Los de mi generación somos hijos crecidos entre crisis económicas, guiados por ideas obsoletas y mal aconsejados por personas que no cuentan con la misma experiencia vital, pero en cambio no habíamos vivido hasta ahora un preludio similar al del siglo pasado que ahora se está acelerando. Existe, en efecto, un paralelismo atroz entre estos años y los que iniciaron el siglo anterior al nuevo milenio, acrecentado por los innumerables peligros que ha traído el progreso humano, que ha perdido su razón de ser y se ha puesto únicamente al servicio de los poderosos, con todas las consecuencias que ello implica.  

En momentos como este valoramos lo que es tener un Ejército y la siempre discutida palabra Defensa, aunque haya todavía voces que piensan que protegerse es provocar.

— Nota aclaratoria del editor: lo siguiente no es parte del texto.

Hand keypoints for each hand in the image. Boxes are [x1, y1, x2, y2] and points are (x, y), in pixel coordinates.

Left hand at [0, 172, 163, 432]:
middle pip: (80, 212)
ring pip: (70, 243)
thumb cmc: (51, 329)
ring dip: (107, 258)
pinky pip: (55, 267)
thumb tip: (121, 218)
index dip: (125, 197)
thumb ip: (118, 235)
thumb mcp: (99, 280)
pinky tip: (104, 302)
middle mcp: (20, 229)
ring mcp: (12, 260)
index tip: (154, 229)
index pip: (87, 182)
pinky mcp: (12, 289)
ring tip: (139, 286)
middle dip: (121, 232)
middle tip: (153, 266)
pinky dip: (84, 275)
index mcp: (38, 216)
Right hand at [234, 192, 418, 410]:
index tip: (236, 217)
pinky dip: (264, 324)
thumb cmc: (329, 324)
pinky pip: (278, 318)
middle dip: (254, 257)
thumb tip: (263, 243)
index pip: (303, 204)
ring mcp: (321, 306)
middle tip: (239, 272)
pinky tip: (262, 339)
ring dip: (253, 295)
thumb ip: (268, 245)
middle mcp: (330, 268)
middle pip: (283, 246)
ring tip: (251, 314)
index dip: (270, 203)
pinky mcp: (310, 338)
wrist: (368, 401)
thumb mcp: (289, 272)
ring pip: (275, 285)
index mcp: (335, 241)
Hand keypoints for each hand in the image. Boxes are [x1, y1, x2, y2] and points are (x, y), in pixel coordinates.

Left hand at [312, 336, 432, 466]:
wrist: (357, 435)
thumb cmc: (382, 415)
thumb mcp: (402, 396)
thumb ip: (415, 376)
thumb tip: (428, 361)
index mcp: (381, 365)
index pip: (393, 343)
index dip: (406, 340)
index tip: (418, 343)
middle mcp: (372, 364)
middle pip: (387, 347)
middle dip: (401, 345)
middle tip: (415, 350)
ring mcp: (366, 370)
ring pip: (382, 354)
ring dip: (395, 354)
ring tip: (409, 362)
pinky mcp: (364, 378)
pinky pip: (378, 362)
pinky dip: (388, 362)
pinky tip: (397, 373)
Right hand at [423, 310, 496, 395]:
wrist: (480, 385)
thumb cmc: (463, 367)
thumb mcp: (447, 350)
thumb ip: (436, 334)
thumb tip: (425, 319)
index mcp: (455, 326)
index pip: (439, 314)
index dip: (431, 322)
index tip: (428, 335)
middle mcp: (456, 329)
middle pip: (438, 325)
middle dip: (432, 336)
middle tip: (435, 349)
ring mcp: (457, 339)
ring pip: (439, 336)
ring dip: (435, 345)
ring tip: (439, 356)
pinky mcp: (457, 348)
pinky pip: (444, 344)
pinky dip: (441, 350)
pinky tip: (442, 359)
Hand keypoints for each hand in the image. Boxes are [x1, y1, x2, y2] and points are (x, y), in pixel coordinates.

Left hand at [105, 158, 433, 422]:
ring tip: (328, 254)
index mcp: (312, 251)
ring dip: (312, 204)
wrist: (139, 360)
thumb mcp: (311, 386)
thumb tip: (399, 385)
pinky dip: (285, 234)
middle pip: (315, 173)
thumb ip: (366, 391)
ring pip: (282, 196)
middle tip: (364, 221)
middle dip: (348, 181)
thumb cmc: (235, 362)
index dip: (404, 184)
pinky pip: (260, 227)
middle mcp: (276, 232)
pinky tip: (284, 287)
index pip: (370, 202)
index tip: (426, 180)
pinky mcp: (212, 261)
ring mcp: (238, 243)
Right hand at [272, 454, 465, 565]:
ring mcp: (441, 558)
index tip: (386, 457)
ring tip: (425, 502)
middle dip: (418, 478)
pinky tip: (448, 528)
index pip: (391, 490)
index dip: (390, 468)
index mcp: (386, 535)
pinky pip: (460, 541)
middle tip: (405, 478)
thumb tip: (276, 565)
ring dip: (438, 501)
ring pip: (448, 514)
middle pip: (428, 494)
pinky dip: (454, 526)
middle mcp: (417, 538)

No se trata de un capricho cuando el vecino tiene más capacidad que tú. A veces el mundo te obliga a seguir la corriente para sobrevivir y que no te trague la tierra antes de tiempo.

Creo que nuestra sociedad occidental, próspera e insatisfecha, padece de dos males sobre todo, derivados por supuesto del egoísmo, que son la desigualdad, acrecentada por las crisis y el teatro que hay detrás de la cualificación, caldo de cultivo de las envidias y comparaciones, generadoras de conflictos, y por último, pero no menos importante, la indiferencia ante el sufrimiento ajeno. Nos da igual todo con tal de que no nos pase a nosotros. Y esta es la clave para nuestra redención, si algún día caemos en la cuenta de lo que estamos haciendo y de lo que nos conviene cambiar para el futuro, si es que queremos tenerlo.